This post is from Anna Iglitzin on the Montgomery Spring Break trip, a sophomore feb at Middlebury College.
I want to start by saying that I am disastrously bad with names. When I meet new people, as I have been on this trip, I make it a point to tell people how bad I am at remembering names, so that they won’t feel offended when I inevitably avoid referring to them by name. As much as I pass off my forgetfulness in a joking manner, it actually deeply upsets me that I can care so much about my relationships with people but so easily forget the first thing that they say to me.
Sure, people’s names in no way encompass the true complexity of individuals, but in the absence of other information about someone, his/her name is a necessary component of connecting with them. Names are often deeply tied to people’s identity: they reflect roots, family, and often personal stories. Most importantly, names are what make us human.
Imagine if we were all known by social security numbers. In referring to one another, we would harken back not to personal stories about our grandmothers or a favorite literary character of our parents’, but to the order in which we were registered into a system.
This is what happened to inmates of concentration camps during the Holocaust. As part of the process of dehumanization, the Nazis referred to inmates by numbers in place of names. Although this may seem to be one of the less viscerally abhorrent ways that Nazis treated Jews and other minorities, assigning numbers to people in lieu of names deliberately took away an element of the inmates’ humanity.
Walking through the Civil Rights Memorial Center this morning, I was re-reminded about the power of names as I reflected on the similarities between the memorial and Yad Vashem, the Holocaust memorial in Israel. Both memorials seek to commemorate individuals who lost their lives and are very focused on the power of names and faces in allowing people to engage tangibly with history.
The Hall of Names, which is the final room at Yad Vashem, displays what the museum has collected about the individuals who perished during the Holocaust, including parts of personal biographies as well as images. This is not at all unlike the first room of the Civil Rights Memorial Center where images and plaques describe victims of racism and bigotry. There are spaces on the walls in the Hall of Names that are still blank, leaving room for more personal stories to be revealed, which I see as a very similar style to the space Maya Lin left between the dates on the memorial she erected outside the center.

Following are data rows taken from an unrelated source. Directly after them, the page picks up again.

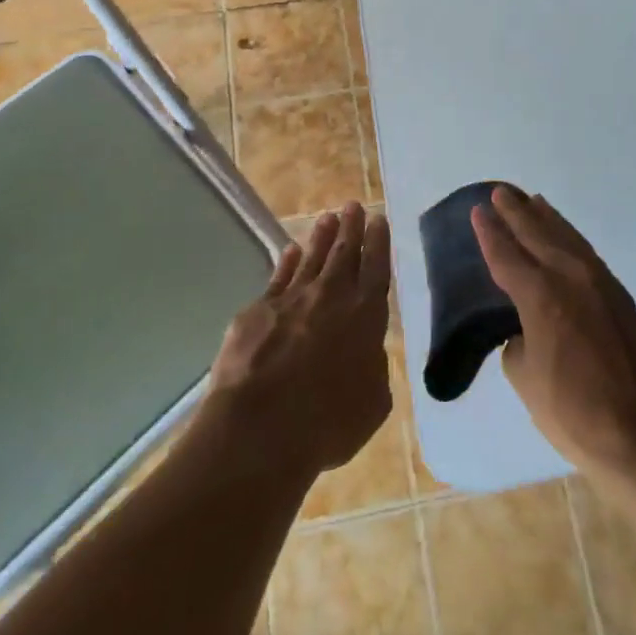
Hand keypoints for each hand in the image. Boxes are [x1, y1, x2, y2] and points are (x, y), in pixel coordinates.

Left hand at [205, 202, 392, 480]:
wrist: (260, 429)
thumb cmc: (327, 424)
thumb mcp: (372, 403)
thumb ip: (374, 368)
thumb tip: (366, 353)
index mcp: (365, 316)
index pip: (376, 268)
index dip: (378, 242)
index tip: (378, 219)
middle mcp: (330, 297)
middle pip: (344, 253)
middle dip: (351, 227)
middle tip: (353, 205)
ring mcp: (291, 299)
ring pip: (311, 258)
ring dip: (321, 237)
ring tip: (327, 217)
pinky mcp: (257, 311)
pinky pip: (278, 277)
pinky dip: (286, 262)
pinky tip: (290, 250)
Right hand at [472, 185, 635, 474]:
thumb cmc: (573, 411)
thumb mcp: (526, 378)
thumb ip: (519, 341)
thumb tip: (528, 329)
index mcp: (539, 295)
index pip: (506, 255)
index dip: (489, 233)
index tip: (478, 211)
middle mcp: (568, 277)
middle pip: (537, 233)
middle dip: (516, 212)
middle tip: (501, 192)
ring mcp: (599, 282)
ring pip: (566, 237)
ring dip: (547, 218)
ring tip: (532, 201)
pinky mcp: (620, 294)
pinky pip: (586, 253)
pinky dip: (570, 238)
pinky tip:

What most significantly unifies these two memorials in my mind is all the names that I can’t remember, even as they are clearly the most important, and heart-wrenching element of both memorials. When all other records of a person are gone, a name can serve as the entryway into discovering more. Knowing a name signifies one’s intention to know a story. So if I don’t remember any of the names of the martyrs that the Civil Rights Memorial Center chose to commemorate, how can I engage with those individual stories?
But maybe it’s not always about engaging with individual stories. I prefaced my reflections by mentioning that I am particularly bad with names, but I have never been accused of not feeling things deeply enough. So yes, I do not remember most names of people who died during the Holocaust or during the fight for civil rights. I did, however, walk out of both memorials with a feeling of the terrifying scale of atrocity. I feel sorrow, frustration, a deeper understanding of what so many people in this country fought for fifty years ago and continue to fight for today, and, most importantly, the drive to continue learning.
Even as there is a power in names, there is also just as important a power in a continued persistence in learning. As long as I keep asking people for their names, no matter how many times I ask and how embarrassed I am, I am continuing to engage, to think, and to process, in the same way that I was empowered to begin thinking today by the Civil Rights Memorial Center, in a way that I will hopefully exercise for the rest of this trip and beyond.